AIエージェントのメリット・デメリットと導入手順

AIエージェントのメリットは、単なる時短だけではありません。担当者の作業漏れを減らし、対応品質をそろえ、社内ナレッジを使いやすくし、少人数でも業務を回しやすくできます。一方で、権限設計や個人情報管理を曖昧にすると、誤送信や情報漏えいのリスクがあります。
中小企業庁の2025年版中小企業白書では、中小企業・小規模事業者が構造的な人手不足など厳しい状況に置かれていることが示されています。

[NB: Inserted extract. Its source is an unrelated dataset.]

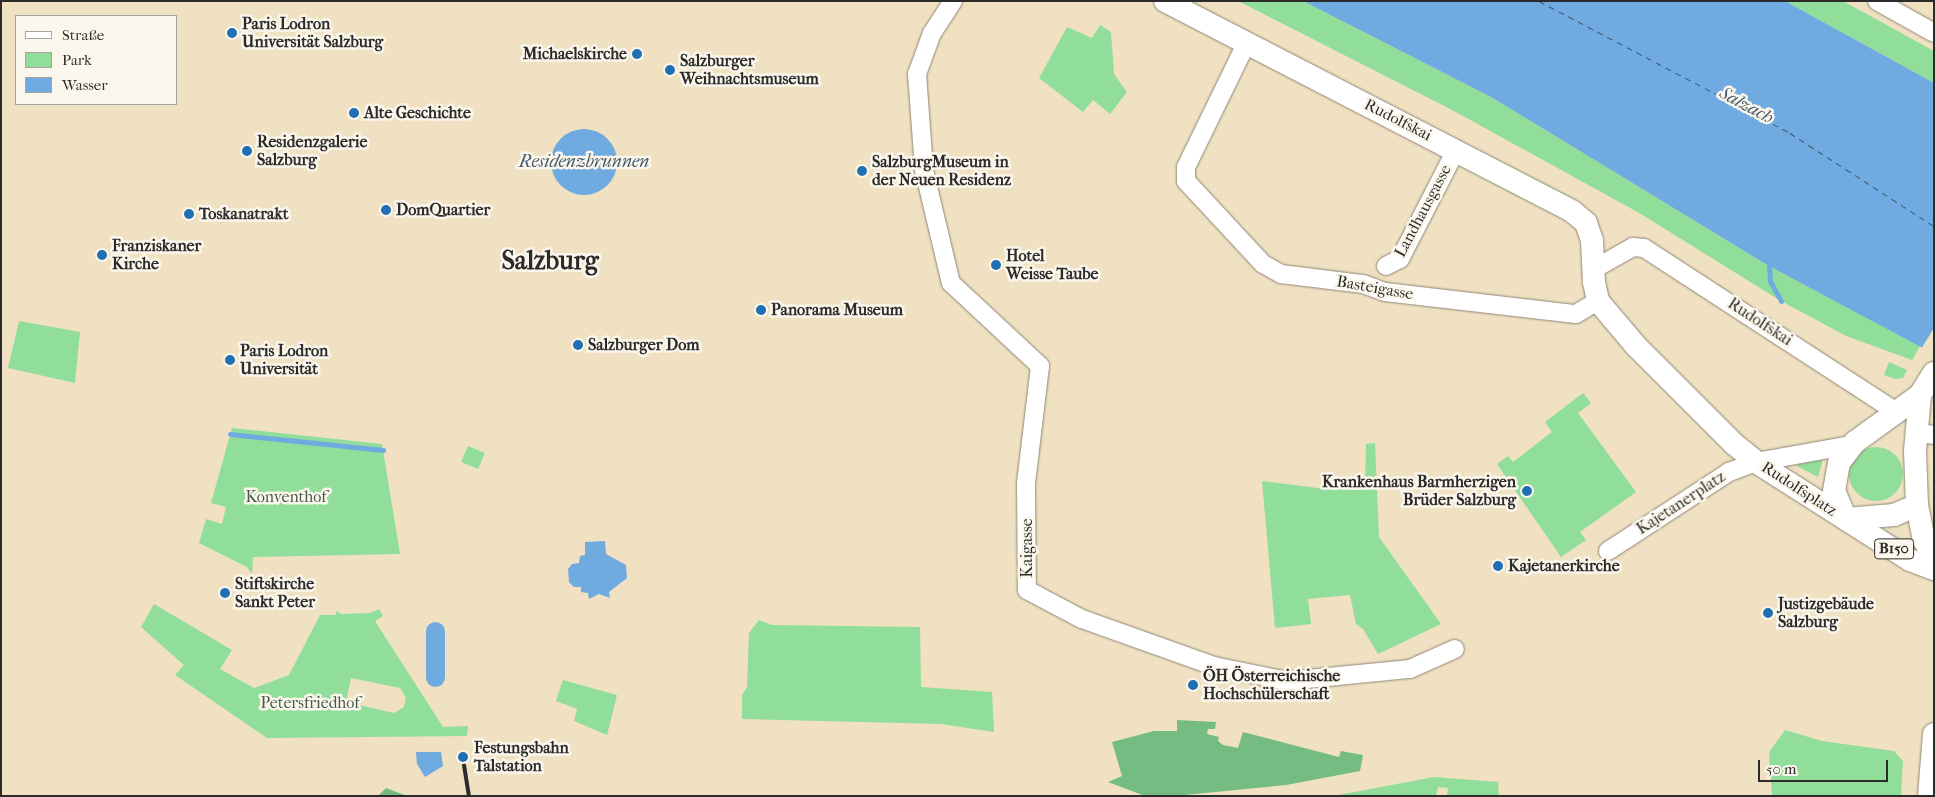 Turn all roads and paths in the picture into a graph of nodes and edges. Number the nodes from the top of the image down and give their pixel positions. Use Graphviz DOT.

AIエージェントは、この人手不足を一気に解決する魔法ではありませんが、繰り返し作業を減らし、担当者が判断業務へ集中するための現実的な手段になります。
メリット
| メリット | 内容 | 効果が出やすい業務 |
|---|---|---|
| 作業時間を削減できる | 下書き、分類、要約、通知をAIが補助する | メール、問い合わせ、議事録、日報 |
| 対応漏れを減らせる | 未返信や期限超過を検知して通知できる | 問い合わせ、採用、営業フォロー |
| 品質を標準化できる | テンプレートと判断基準に沿って出力できる | 返信文、FAQ、社内報告 |
| 社内ナレッジを使いやすくできる | FAQやマニュアルを探し、回答案に反映できる | 社内FAQ、営業支援、新人教育 |
| 属人化を減らせる | ベテランの判断基準や対応例を仕組みに反映できる | 顧客対応、事務、採用、経理 |
デメリット・注意点
| 注意点 | 起きるリスク | 対策 |
|---|---|---|
| 誤回答 | 古い資料や不十分な情報をもとに回答する | 参照元を明示し、人が確認する |
| 権限過多 | AIが見てはいけない情報を参照する | 閲覧範囲と実行権限を制限する |
| 誤送信 | 顧客や応募者へ不適切な内容を送る | 送信前承認を必須にする |
| 個人情報リスク | 顧客情報や社員情報を不適切に扱う | 利用目的、保存期間、アクセス権を定める |
| 現場で使われない | 出力が長い、形式がバラバラ、確認が面倒になる | 出力テンプレートとKPIを決める |
導入手順
- 対象業務を1つ選ぶ
問い合わせ対応、事務作業、採用日程調整、社内FAQなど、件数が多く、人が確認しやすい業務を選びます。 - 入力と出力を決める
AIが読む情報と、作る成果物を固定します。返信案、分類、要約、通知文、管理表更新候補などです。 - 参照資料を整える
FAQ、商品資料、社内規程、過去対応例、マニュアルを整備します。古い資料は回答品質を下げます。 - 権限を制限する
AIが読める情報と実行できる操作を分けます。初期は閲覧と下書き作成に限定します。 - 承認フローを入れる
顧客送信、契約、金額、個人情報、クレーム、採用関連は人の確認を必須にします。 - テストする
通常ケース、例外ケース、情報不足、個人情報あり、クレームありのケースで試します。 - KPIで改善する
削減時間、処理件数、承認率、差し戻し率、未対応件数を見て改善します。
FAQ
AIエージェントとは簡単にいうと何ですか?
AIエージェントとは、目的に合わせて情報を読み、必要なツールを使い、下書き、分類、通知、承認依頼、ログ保存などを支援するAIシステムです。
AIエージェントでできることは何ですか?
問い合わせ対応、メール返信案、事務作業、採用日程調整、社内FAQ、営業フォロー、請求書チェック、レポート作成などに使えます。
AIエージェントと生成AIの違いは何ですか?
生成AIは文章や要約を作る技術です。AIエージェントは、生成AIにツール連携、参照資料、承認フロー、ログを組み合わせ、業務を進める仕組みです。
AIエージェントのデメリットは何ですか?
誤回答、誤送信、権限過多、個人情報リスク、現場で使われないリスクがあります。導入時は人の承認、権限管理、ログ、KPIを必ず設計します。
中小企業でもAIエージェントを導入できますか?
できます。最初から大規模に作るのではなく、問い合わせ対応や社内FAQなど1業務から小さく始めるのが現実的です。